Task to complete => Lines in which "change" appears should be pulled from the data below.

The data =>
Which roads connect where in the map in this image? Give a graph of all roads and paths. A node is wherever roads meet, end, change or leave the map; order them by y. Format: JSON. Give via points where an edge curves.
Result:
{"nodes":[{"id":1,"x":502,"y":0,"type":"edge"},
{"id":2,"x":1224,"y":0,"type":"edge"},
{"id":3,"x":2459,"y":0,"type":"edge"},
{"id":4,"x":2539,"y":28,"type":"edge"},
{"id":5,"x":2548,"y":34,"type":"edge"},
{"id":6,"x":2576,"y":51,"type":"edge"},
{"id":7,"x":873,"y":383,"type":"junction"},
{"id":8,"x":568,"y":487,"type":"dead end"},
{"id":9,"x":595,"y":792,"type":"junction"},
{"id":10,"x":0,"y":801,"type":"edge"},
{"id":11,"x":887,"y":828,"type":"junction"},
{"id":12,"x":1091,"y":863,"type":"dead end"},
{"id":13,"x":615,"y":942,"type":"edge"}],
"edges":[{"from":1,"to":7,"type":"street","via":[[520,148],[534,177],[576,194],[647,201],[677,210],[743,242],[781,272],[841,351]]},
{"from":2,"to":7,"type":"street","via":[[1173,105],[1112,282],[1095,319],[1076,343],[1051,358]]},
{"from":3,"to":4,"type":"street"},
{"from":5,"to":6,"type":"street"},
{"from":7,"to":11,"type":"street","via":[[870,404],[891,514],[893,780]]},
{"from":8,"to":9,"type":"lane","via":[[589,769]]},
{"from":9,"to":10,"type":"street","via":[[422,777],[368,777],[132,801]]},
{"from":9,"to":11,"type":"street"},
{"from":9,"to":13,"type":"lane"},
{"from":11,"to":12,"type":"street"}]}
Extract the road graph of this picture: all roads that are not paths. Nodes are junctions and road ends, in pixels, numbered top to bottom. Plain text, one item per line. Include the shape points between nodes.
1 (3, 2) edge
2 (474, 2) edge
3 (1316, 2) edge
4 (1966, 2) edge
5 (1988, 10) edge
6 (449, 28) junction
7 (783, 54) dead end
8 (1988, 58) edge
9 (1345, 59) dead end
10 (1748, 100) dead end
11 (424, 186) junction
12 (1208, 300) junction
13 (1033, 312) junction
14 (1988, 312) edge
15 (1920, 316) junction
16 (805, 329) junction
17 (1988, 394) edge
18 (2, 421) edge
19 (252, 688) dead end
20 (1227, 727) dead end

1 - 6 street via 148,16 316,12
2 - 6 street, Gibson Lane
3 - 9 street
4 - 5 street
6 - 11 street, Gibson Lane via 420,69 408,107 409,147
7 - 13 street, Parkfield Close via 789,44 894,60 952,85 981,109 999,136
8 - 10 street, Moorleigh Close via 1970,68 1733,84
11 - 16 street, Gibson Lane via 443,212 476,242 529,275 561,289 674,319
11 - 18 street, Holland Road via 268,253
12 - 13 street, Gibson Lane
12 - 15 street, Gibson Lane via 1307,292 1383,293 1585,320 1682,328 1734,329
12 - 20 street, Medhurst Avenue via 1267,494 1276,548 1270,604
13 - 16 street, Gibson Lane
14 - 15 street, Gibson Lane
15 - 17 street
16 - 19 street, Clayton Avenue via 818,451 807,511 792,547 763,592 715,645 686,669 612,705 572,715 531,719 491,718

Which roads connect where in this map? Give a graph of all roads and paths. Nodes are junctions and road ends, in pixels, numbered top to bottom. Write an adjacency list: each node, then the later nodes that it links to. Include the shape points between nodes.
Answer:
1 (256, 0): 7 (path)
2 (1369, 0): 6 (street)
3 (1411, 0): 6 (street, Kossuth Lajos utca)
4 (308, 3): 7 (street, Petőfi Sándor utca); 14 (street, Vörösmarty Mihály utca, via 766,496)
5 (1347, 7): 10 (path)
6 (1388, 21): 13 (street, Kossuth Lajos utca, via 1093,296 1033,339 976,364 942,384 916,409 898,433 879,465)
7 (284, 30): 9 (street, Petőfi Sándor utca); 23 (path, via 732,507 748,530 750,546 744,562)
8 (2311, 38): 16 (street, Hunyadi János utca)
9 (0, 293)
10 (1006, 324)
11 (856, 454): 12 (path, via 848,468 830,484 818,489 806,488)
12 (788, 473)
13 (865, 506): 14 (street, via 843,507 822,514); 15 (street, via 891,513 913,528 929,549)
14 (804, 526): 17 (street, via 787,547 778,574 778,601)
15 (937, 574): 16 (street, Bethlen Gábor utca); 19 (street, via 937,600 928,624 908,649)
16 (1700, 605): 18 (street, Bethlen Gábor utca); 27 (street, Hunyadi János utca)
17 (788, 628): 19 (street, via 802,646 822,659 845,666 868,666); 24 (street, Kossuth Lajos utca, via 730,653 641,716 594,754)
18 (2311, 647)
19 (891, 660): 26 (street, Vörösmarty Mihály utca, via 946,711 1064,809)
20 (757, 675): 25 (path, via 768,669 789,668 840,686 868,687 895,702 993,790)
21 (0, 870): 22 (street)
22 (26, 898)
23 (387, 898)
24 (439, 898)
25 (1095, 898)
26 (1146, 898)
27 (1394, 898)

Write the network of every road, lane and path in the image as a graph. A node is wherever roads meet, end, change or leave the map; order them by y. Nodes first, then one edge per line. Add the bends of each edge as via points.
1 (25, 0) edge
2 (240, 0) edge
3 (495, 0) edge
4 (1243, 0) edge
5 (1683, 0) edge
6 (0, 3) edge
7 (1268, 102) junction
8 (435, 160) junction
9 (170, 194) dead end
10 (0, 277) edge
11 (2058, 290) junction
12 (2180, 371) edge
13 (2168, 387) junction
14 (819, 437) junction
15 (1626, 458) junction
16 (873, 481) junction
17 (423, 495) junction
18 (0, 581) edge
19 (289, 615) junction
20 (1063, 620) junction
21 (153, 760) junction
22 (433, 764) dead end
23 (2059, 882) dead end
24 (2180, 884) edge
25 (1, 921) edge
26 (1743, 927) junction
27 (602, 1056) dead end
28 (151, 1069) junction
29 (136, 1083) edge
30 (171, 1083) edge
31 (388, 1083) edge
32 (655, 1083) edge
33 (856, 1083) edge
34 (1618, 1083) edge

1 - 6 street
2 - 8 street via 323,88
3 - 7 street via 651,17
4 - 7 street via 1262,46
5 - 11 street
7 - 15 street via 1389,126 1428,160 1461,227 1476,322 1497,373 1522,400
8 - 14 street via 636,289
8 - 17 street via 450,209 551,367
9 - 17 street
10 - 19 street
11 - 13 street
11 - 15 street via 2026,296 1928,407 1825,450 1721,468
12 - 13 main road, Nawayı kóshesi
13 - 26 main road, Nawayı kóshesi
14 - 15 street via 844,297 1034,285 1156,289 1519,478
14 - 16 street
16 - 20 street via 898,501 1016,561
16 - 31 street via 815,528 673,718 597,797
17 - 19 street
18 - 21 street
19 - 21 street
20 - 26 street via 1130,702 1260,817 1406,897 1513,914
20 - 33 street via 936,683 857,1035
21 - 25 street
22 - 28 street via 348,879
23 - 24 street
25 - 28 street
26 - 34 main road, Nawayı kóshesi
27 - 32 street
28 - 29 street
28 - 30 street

Answer to this problem =>
Which roads connect where in the map in this image? Give a graph of all roads and paths. A node is wherever roads meet, end, change or leave the map; order them by y. Format: JSON. Give via points where an edge curves.
Write the network of every road, lane and path in the image as a graph. A node is wherever roads meet, end, change or leave the map; order them by y. Nodes first, then one edge per line. Add the bends of each edge as via points.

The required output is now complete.